L'idea si fonda sulla possibilità concreta di procedere con un progetto di finanza che prevede la cessione dell'attuale ospedale Goretti con tutta l'area di pertinenza all'impresa o al gruppo di imprese che assumerà l'onere di costruire il nuovo ospedale. Soltanto una volta ultimata la nuova struttura, il cui costo sarebbe almeno di qualche centinaia di milioni di euro, e soltanto dopo l'avvenuto trasferimento dei degenti da una struttura all'altra, le imprese costruttrici riceverebbero gratuitamente la struttura dismessa e procederebbero alla realizzazione di un quartiere residenziale nel cuore della città.
Un'idea di progetto di finanza che è stata votata all'unanimità anche dal Consiglio regionale e che è stata poi inserita nel Piano socio sanitario regionale.
Dunque, un'idea condivisa da tutte le forze politiche, con una patente di fattibilità che le deriva dalle diverse approvazioni in Comune e in Regione, e che a questo punto avrebbe bisogno soltanto di un atto di coraggio da parte di un sindaco che dovrebbe subito consultare gli imprenditori locali per cercare di capire quale e quanto interesse ci sarebbe attorno ad un progetto come quello prospettato. Una volta avuta la conferma che dal punto di vista imprenditoriale la realizzazione a costo zero per il Comune e per la Regione di un nuovo ospedale sarebbe cosa fattibile, allora si potrebbe passare alla fase della predisposizione del bando pubblico per individuare le eventuali disponibilità da parte dei privati.
Ci vorrebbero diversi anni per affrontare la parte burocratica e la fase dei lavori fino al completamento dell'opera, ma chi si trincera dietro questo scoglio perde soltanto tempo prezioso, perché l'ospedale Santa Maria Goretti è già stretto, compresso all'interno del centro cittadino, logisticamente in una posizione scomoda, difficile e indifendibile. E probabilmente anche privo dei requisiti che oggi si richiedono ad un ospedale moderno, visto che il progetto del Goretti risale agli anni ‘50 del secolo scorso ed è entrato in funzione nei primi anni ‘60, calibrato su una normativa abbondantemente superata e mai abbastanza rimesso al passo con le nuove esigenze in materia di sicurezza e di funzionalità.

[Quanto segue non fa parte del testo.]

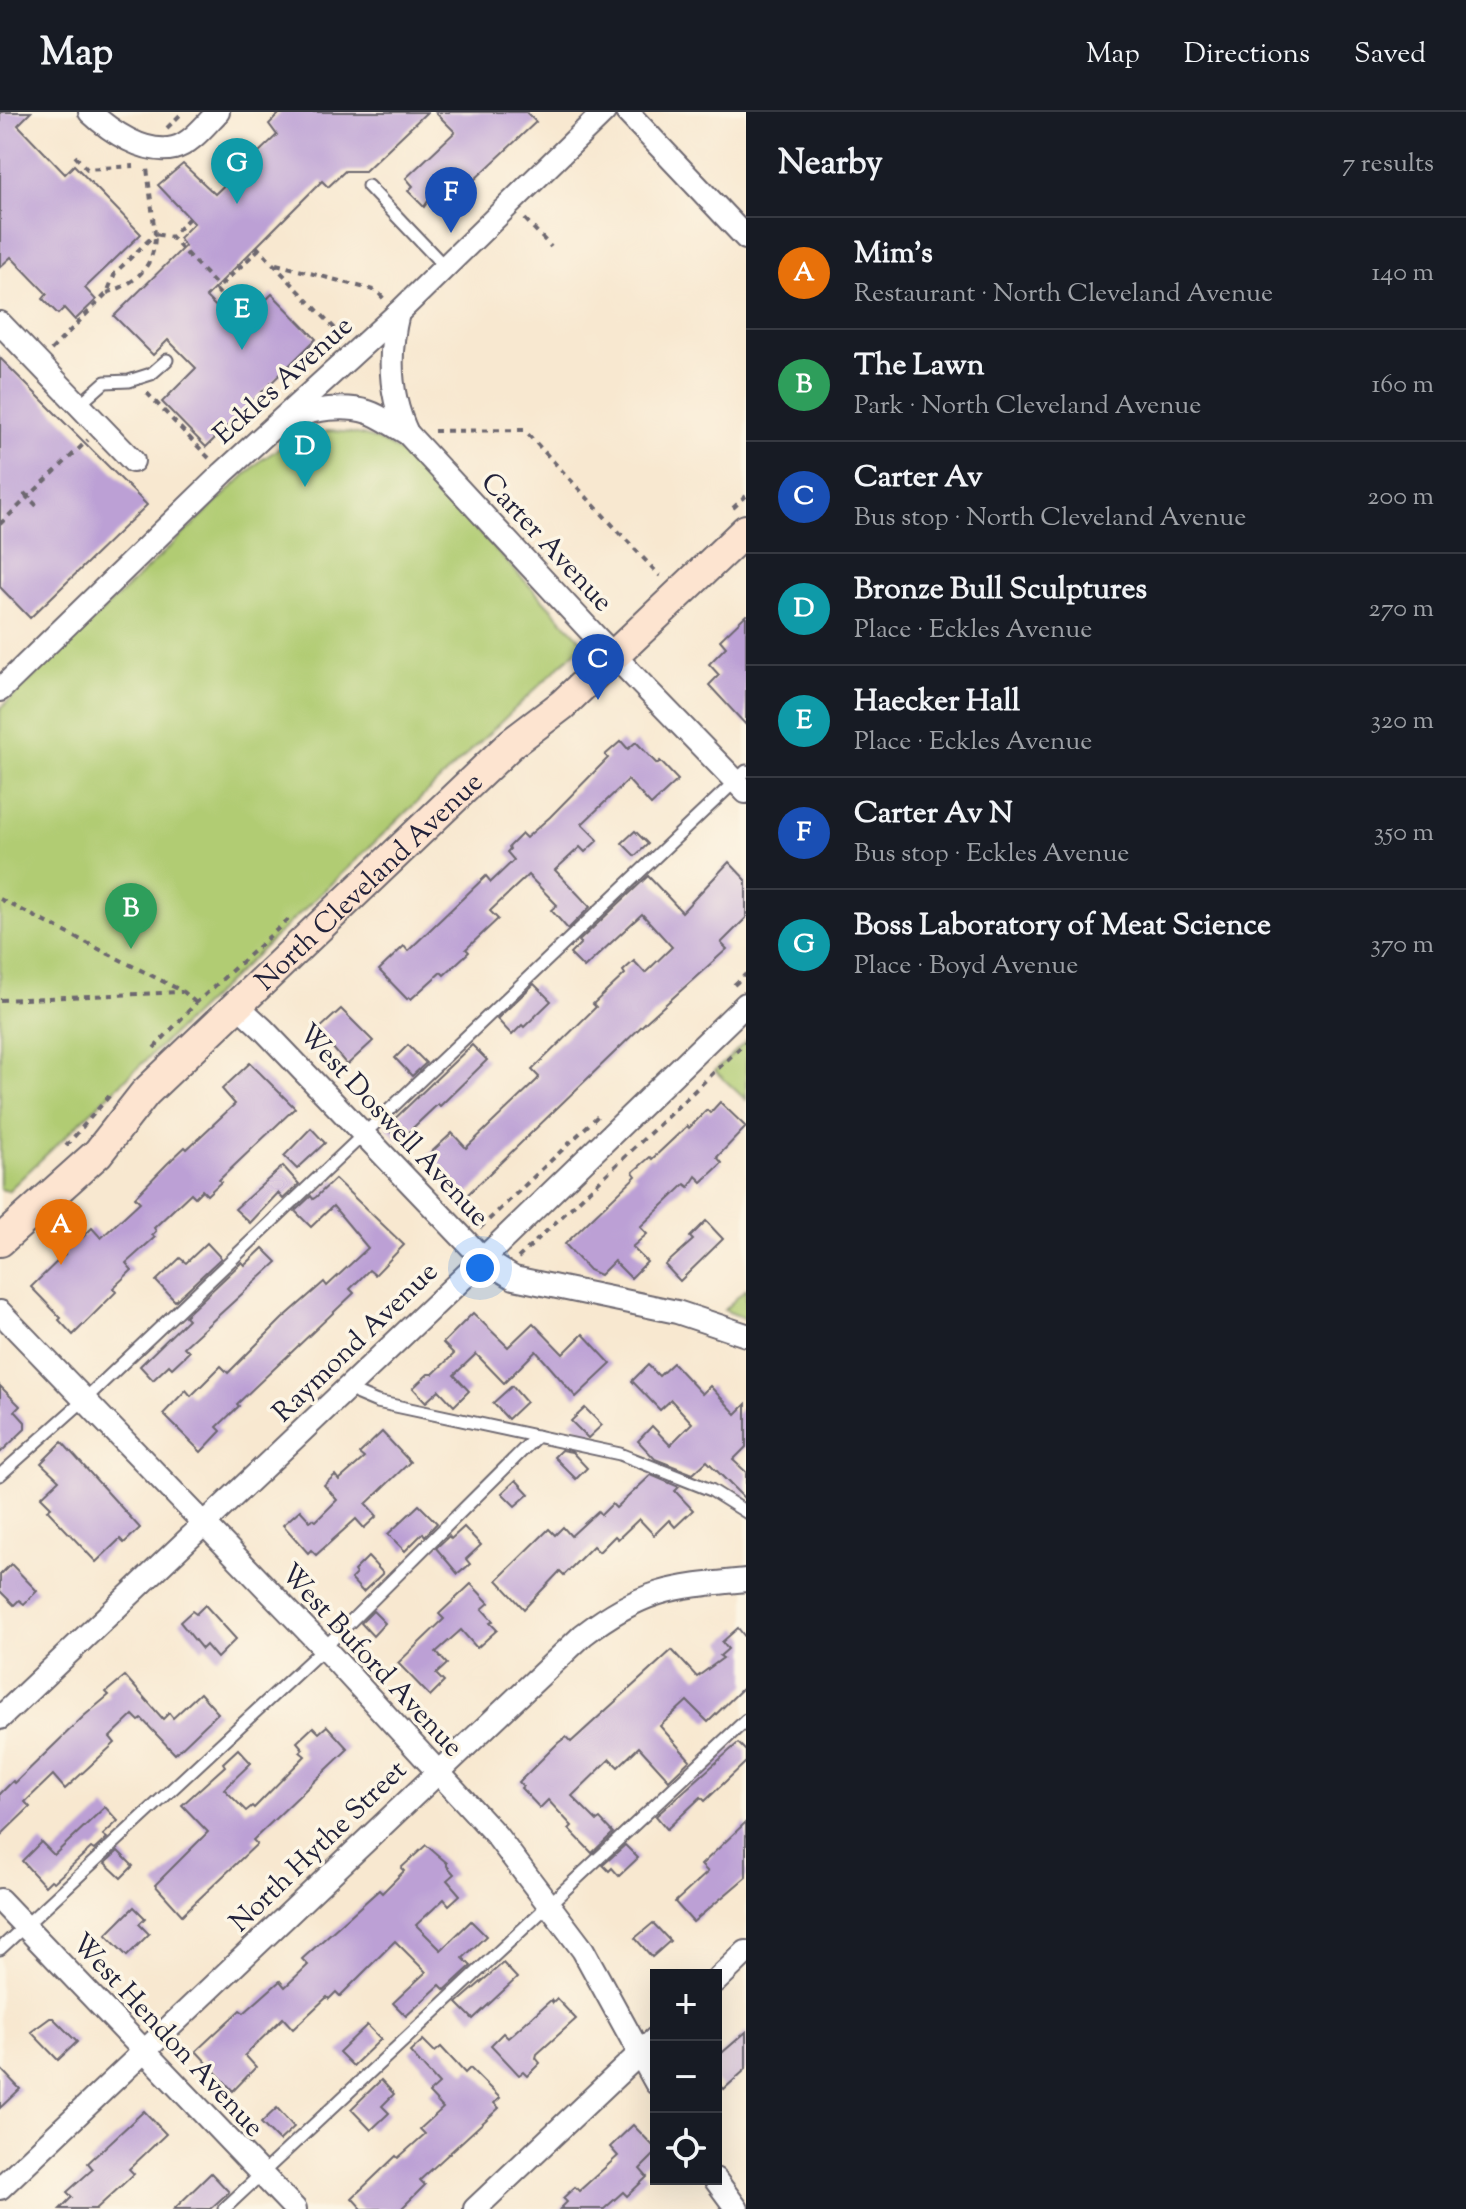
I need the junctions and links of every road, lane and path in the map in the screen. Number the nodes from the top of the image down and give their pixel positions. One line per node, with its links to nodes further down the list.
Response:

Cominciare a pensare seriamente ad un nuovo ospedale significherebbe anche valutare con scrupolo ed intelligenza quali spese affrontare nel medio periodo per rendere il Goretti ancora fruibile e al passo con le esigenze dell'utenza, quali scelte operare per garantire un servizio efficiente nel periodo di tempo necessario alla costruzione del nuovo nosocomio, quali somme evitare di spendere per avere un risultato tra sei anni quando sarebbe prevedibile che tra otto anni ci potrebbe essere una nuova struttura. Dunque, programmare, progettare, cominciare a tessere la tela per raggiungere l'obiettivo di un nuovo presidio sanitario adeguato alle esigenze del territorio e di una popolazione più che raddoppiata rispetto agli anni ‘60, significherebbe anche fare economia di spesa sul contingente, puntando su ciò che è urgente e lasciando da parte il resto.
Nel caso di specie, dare il via alla procedura per un progetto di finanza che veda coinvolta l'area del Santa Maria Goretti, significherebbe anche impegnare la città e le sue forze migliori a studiare la forma e l'assetto urbanistico da imprimere alla zona a ridosso dei teatri e come collegarla al polmone verde del Parco San Marco.
Questo sarebbe il segnale di una città viva, di una città che vuole crescere, che vuole riscattarsi da decenni di gestione di basso profilo, una città capace di rimettersi in gioco e di tornare a sognare ad occhi aperti.